There are several formal analogies that can be made between electricity, which is invisible to the eye, and more familiar physical behaviors, such as the flowing of water or the motion of mechanical devices.

In the case of capacitance, one analogy to a capacitor in mechanical rectilineal terms is a spring where the compliance of the spring is analogous to the capacitance. Thus in electrical engineering, a capacitor may be defined as an ideal electrical component which satisfies the equation
$V = \frac{1}{C}\int I\,dt,$

where $V$ = voltage measured at the terminals of the capacitor, $C$ = the capacitance of the capacitor, $I$ = current flowing between the terminals of the capacitor, and $t$ = time.

The equation quoted above has the same form as that describing an ideal massless spring:
$F = k\int v\,dt$, where:

$F$ is the force applied between the two ends of the spring,
$k$ is the stiffness, or spring constant (inverse of compliance) defined as force/displacement, and
$v$ is the speed (or velocity) of one end of the spring, the other end being fixed.

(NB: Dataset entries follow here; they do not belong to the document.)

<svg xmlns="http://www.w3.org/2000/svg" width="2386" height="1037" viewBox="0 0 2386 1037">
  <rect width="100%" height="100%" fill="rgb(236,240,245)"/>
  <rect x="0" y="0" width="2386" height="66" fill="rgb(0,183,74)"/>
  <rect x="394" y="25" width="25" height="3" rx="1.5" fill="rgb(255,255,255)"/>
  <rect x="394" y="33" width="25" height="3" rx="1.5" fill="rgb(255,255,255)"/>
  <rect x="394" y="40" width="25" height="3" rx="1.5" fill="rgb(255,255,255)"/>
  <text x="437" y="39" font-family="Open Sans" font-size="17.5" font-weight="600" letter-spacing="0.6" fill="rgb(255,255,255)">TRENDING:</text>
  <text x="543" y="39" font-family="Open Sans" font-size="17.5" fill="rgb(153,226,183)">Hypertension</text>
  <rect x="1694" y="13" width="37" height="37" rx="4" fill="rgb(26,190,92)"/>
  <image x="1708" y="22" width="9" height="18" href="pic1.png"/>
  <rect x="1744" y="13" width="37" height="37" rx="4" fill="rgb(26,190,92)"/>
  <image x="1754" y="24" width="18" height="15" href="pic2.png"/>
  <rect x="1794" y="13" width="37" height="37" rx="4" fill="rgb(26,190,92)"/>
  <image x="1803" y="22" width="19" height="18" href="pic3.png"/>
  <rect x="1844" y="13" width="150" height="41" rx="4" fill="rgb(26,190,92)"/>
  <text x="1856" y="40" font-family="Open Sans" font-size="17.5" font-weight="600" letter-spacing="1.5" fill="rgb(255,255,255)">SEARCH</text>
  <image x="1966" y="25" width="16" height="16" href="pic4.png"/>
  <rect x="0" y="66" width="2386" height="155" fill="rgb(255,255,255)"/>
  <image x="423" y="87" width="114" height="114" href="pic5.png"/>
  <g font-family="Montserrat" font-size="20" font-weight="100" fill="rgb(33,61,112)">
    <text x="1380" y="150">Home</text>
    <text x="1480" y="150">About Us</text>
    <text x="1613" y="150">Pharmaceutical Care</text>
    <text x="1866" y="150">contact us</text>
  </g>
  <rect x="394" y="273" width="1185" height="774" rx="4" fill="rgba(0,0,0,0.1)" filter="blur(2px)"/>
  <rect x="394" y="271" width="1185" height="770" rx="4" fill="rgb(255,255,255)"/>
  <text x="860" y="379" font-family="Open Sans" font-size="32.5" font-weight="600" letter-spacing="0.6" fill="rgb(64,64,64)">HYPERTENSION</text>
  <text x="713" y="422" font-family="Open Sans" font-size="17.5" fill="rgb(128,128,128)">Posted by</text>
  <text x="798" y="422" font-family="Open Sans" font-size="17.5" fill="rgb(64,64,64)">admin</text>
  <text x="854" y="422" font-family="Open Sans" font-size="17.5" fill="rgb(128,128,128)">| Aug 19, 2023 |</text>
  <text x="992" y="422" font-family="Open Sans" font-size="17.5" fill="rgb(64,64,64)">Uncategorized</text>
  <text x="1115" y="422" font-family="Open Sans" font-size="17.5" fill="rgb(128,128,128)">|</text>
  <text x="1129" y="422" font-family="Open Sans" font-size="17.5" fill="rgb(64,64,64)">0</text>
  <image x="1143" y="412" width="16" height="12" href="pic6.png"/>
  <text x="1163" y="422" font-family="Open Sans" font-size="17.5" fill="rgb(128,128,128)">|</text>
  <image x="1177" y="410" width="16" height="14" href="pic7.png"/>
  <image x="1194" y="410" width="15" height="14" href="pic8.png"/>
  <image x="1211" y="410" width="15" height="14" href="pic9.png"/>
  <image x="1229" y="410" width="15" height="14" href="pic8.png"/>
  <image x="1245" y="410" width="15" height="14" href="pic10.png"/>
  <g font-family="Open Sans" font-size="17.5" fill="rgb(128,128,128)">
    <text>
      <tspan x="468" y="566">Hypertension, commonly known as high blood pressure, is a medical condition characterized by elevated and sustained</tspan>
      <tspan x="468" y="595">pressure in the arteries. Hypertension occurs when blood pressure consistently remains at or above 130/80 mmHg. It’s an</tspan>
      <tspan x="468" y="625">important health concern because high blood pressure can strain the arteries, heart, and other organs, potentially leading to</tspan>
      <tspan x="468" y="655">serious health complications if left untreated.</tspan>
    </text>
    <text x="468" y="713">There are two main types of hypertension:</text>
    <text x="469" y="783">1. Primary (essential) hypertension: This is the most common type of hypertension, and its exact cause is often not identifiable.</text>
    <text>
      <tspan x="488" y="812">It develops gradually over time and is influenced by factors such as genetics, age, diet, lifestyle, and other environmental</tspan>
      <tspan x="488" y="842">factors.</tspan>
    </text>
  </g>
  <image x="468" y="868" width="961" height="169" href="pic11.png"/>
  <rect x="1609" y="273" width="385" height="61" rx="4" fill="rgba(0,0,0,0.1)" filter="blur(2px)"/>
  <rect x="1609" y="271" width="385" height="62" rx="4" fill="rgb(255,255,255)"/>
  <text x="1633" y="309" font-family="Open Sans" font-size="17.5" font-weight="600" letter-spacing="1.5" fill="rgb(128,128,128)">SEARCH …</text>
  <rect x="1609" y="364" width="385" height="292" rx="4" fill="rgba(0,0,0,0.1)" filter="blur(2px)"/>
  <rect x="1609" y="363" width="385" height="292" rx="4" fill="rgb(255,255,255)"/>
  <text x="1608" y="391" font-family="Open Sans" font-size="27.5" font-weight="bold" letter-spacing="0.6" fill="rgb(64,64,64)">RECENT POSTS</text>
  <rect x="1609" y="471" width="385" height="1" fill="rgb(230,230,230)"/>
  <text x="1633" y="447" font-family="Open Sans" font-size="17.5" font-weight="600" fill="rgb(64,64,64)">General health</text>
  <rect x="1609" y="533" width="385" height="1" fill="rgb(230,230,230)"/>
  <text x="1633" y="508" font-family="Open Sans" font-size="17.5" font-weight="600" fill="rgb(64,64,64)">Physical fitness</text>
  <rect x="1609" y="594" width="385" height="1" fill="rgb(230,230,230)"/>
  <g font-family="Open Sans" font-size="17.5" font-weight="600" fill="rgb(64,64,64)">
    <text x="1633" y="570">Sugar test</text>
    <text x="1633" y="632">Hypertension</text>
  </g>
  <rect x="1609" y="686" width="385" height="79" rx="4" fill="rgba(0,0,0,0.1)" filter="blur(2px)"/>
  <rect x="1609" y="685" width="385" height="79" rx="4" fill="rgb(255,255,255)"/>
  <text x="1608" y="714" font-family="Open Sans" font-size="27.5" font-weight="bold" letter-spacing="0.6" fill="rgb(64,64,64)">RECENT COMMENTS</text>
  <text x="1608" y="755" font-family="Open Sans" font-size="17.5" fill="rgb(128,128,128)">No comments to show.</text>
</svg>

Note that in the electrical case, current (I) is defined as the rate of change of charge (Q) with respect to time:

$I = \frac{dQ}{dt}$

While in the mechanical case, velocity (v) is defined as the rate of change of displacement (x) with respect to time:

$v = \frac{dx}{dt}$

Thus, in this analogy:

- Charge is represented by linear displacement,
- current is represented by linear velocity,
- voltage by force.
- time by time

Also, these analogous relationships apply:

- energy. Energy stored in a spring is $\frac{1}{2} kx^2$, while energy stored in a capacitor is $\frac{1}{2}\frac{Q^2}{C} = \frac{1}{2} CV^2$.
- Electric power. Here there is an analogy between the mechanical concept of power as the scalar product of velocity and displacement, and the electrical concept that in an AC circuit with sinusoidal excitation, power is the product VI cos(φ) where φ is the phase angle between V and I, measured in RMS terms.
- Electrical resistance (R) is analogous to mechanical viscous drag coefficient (force being proportional to velocity is analogous to Ohm's law - voltage being proportional to current).
- Mass (m) is analogous to inductance (L), since F = m(dv/dt) while V = L(dI/dt). Thus an ideal inductor with inductance L is analogous to a rigid body with mass m.
- The combined capacitance of capacitors in series and parallel circuits is analogous to the combined spring constant of series and parallel springs.

This analogy of the capacitor forms part of the more comprehensive impedance analogy of mechanical to electrical systems.